Using the Coprocessor

Dario Phong / PhyMosys

In this article you will learn how to code for the coprocessor aka FPU. This article is aimed for a coder who already knows Assembler, and has never coded for the FPU. Of course you can do inline-asm, but a little knowledge of Asm is needed.

I will not talk here about speed optimization, because I did in another article, or internal data structures, because this article is only the first step, the rest is your job.

If you don't understand any word, refer to some theory.

I checked ALL my examples at least once, however if any of them are wrong, let me know.

I remember when I learned how to use the FPU, I only had a list with all the functions. It wasn't very hard, but I think it could have been easier if I had had this tutorial.

The stack

The stack is where the FPU has the data. It contains 8 registers, that go from st(0) to st(7):

ST(0)  ST(1)  ST(2)  ST(3)  ST(4)  ST(5)  ST(6)  ST(7)

It may have 4 possible states (for any register):

 Status      Tag Word     Meaning
 ------      --------     -------
 Valid       00b          The current register is valid, and may be used.
 Zero        01b          The current register is 0, it may be used too.
 NaN         10b          The current register is not valid format, an
                          error ocurred, can't be used.
 Empty       11b          The current register contains no data.

If you are asking what happens if you use a NaN for any operation, here is my answer: it will make as a result another NaN.
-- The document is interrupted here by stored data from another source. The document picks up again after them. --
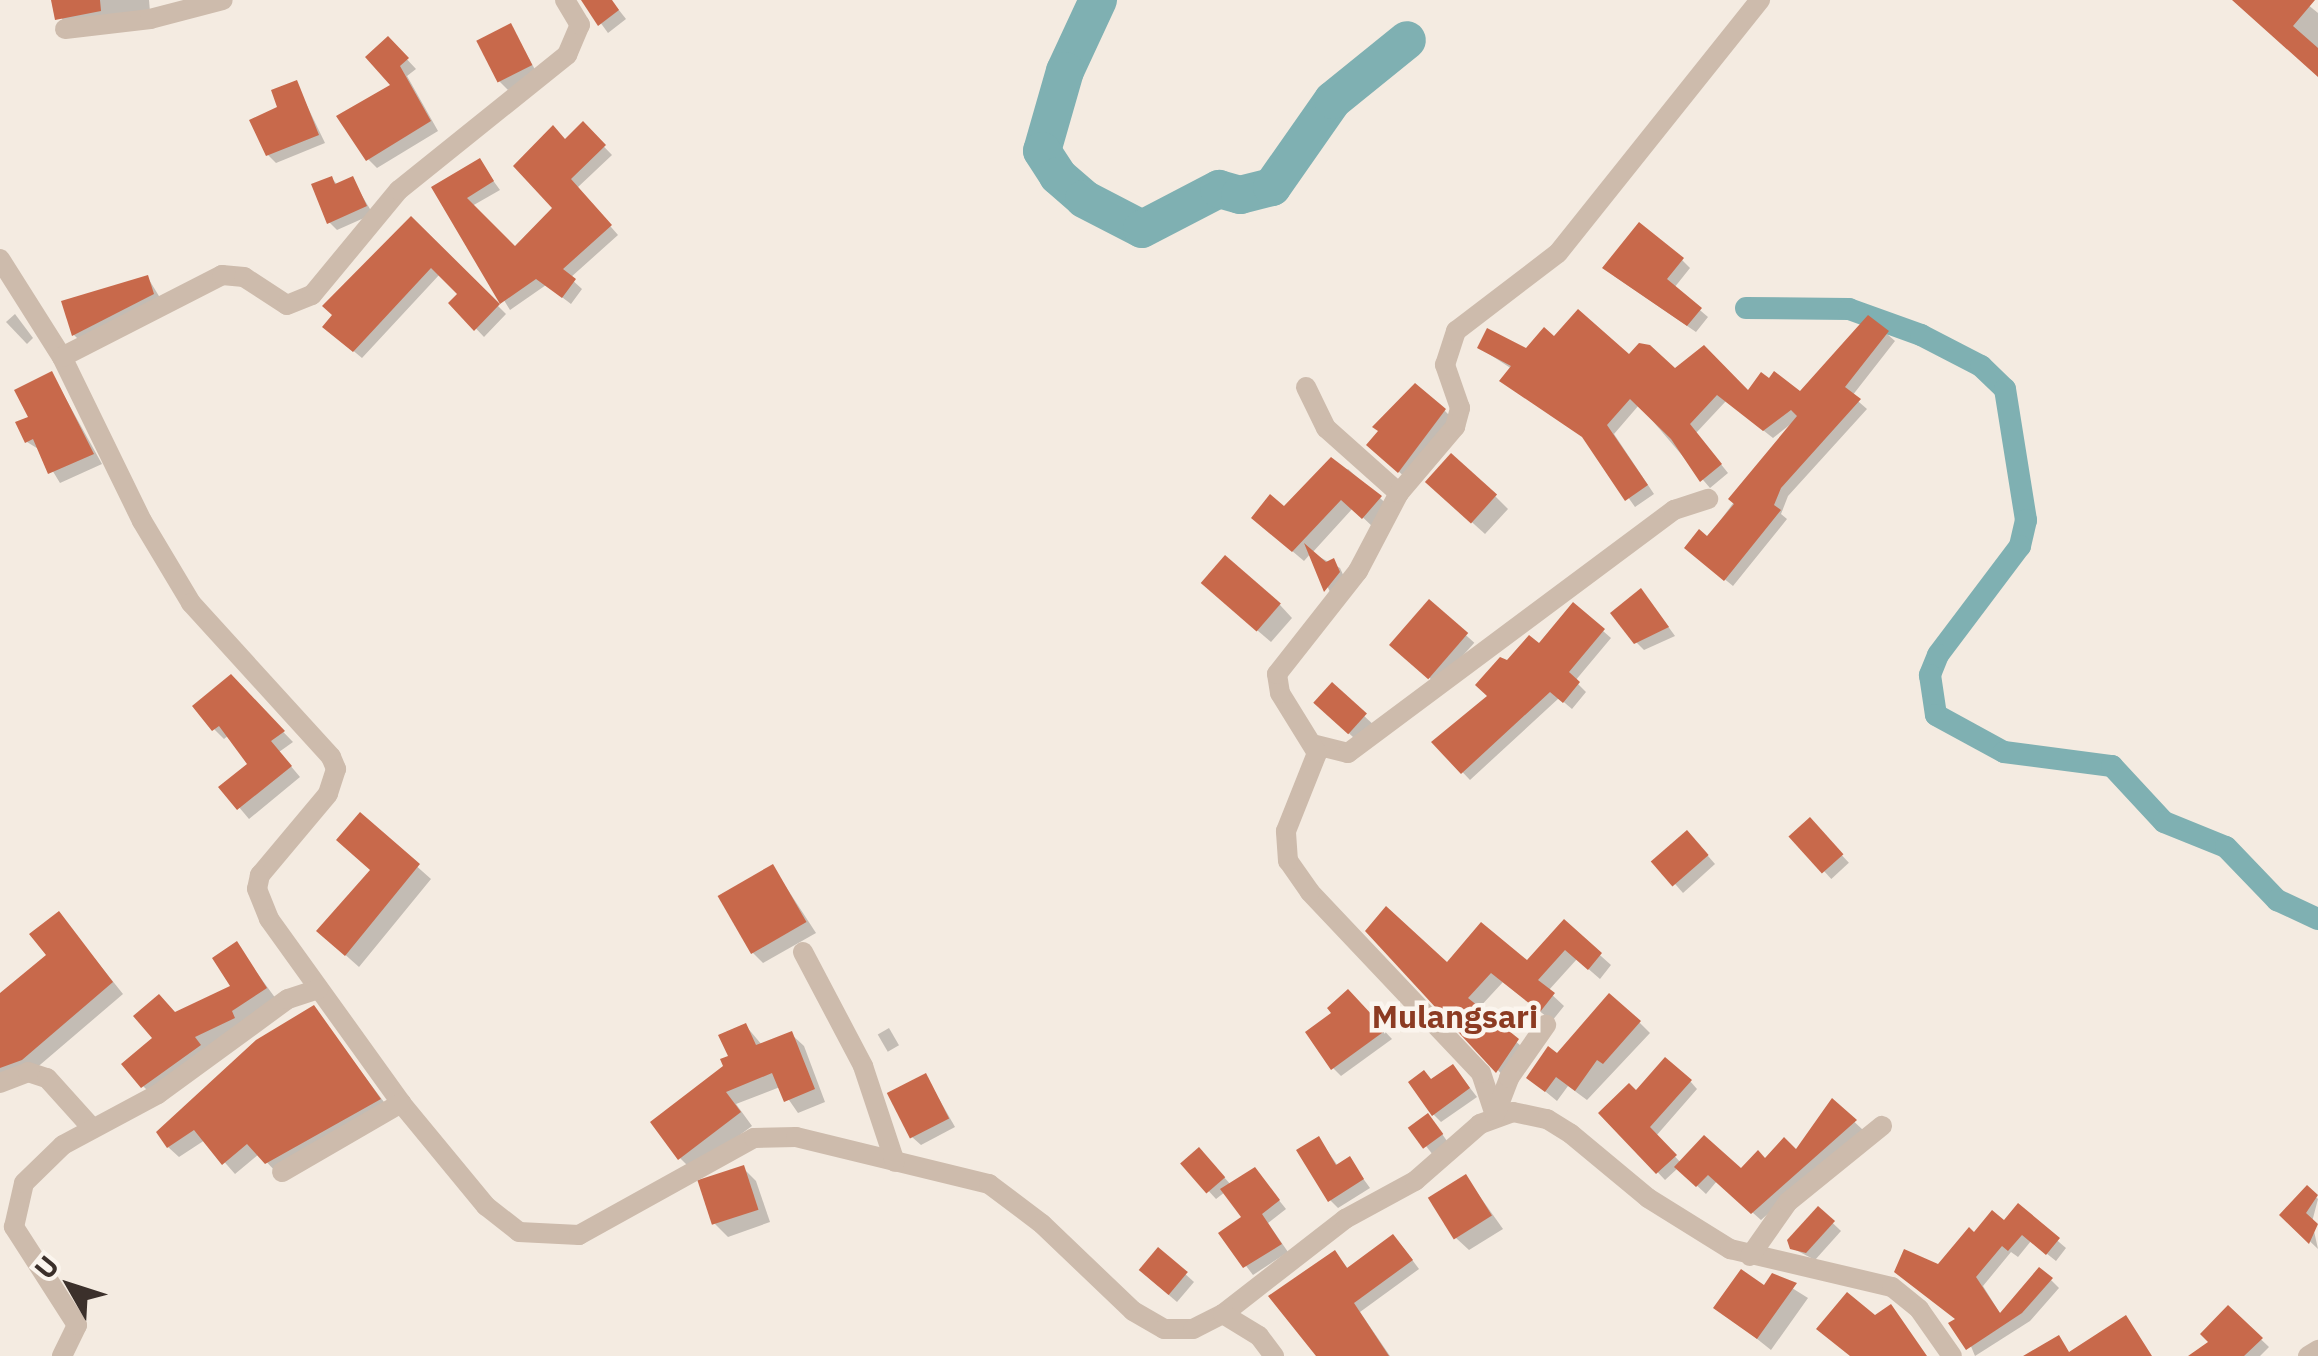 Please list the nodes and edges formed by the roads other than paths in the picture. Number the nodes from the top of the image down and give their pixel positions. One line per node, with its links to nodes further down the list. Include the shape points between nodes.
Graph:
1 (222, 0): 4 (street, via 150,19)
2 (565, 0): 6 (street, via 580,25 567,54 400,190 312,295 287,305 244,277 222,276)
3 (1760, 0): 8 (street, via 1558,253 1456,332 1445,366 1459,416)
4 (65, 29)
5 (0, 259): 6 (street)
6 (62, 357): 12 (street, via 142,521 191,603 331,757 336,770 328,794 268,860 257,889 269,919)
7 (1306, 386): 8 (street, via 1326,428)
8 (1399, 493): 10 (street, via 1358,571 1277,674 1280,693)
9 (1708, 500): 10 (street, via 1674,510 1348,753)
10 (1316, 745): 16 (street, via 1286,831 1288,862 1481,1073)
11 (803, 952): 19 (street, via 863,1066)
12 (318, 989): 15 (street); 18 (street, via 288,999 158,1094)
13 (1546, 1025): 16 (street, via 1503,1088)
14 (0, 1083): 18 (street, via 28,1072 46,1078)
15 (401, 1103): 19 (street, via 486,1206 536,1237 579,1234 607,1223 754,1138 816,1140); 20 (street)
16 (1495, 1115): 21 (street, via 1547,1119 1648,1198); 22 (street, via 1415,1181 1345,1219)
17 (1882, 1126): 21 (street, via 1788,1202)
18 (92, 1128): 24 (street, via 36,1168 16,1195 12,1217 20,1244 77,1326)
19 (895, 1162): 22 (street, via 967,1176 1012,1197 1151,1324 1192,1329)
20 (282, 1172)
21 (1750, 1256): 26 (street, via 1892,1287 1919,1309)
22 (1223, 1314): 25 (street, via 1258,1336)
23 (2318, 1350): 27 (street)
24 (62, 1356)
25 (1274, 1356)
26 (1952, 1356)
27 (2308, 1356)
The way you use the FPU-stack is similar to the way you use the stack of your program, when you push (load) a number, it will be the first, the first the second, the second the third...

 1 - Push 12                    St(0) - 12
 2 - Push 42                    St(0) - 42  St(1) - 12
 3 - Push 52                    St(0) - 52  St(1) - 42  St(2) - 12
 4 - Pop                        St(0) - 42  St(1) - 12

Don't try to load more than 8 numbers here, or bad things can (and will) occur. I'm sure you are asking what may happen, well here it is: an exception will be raised, so you will lose some clocks (but your code will still be executed) and you will get a NaN in st(0) or a denormal. (Btw: Both of them will give as a result more NaNs, and this will make weird things with your results.) Also don't underflow the stack, that is, don't pop more data than there is. For freeing a register you may pop it, or you may also do compares with pop (even with two pops).

First example

First of all it is better that you 'reboot' the coprocessor so all the options are the defaults, and there are no NaNs and weird things laying around:

 finit          ;this will (of course) 'reboot' the FPU

Do this only once in your program, unless you know the FPU will be changed by another program, or one weird call.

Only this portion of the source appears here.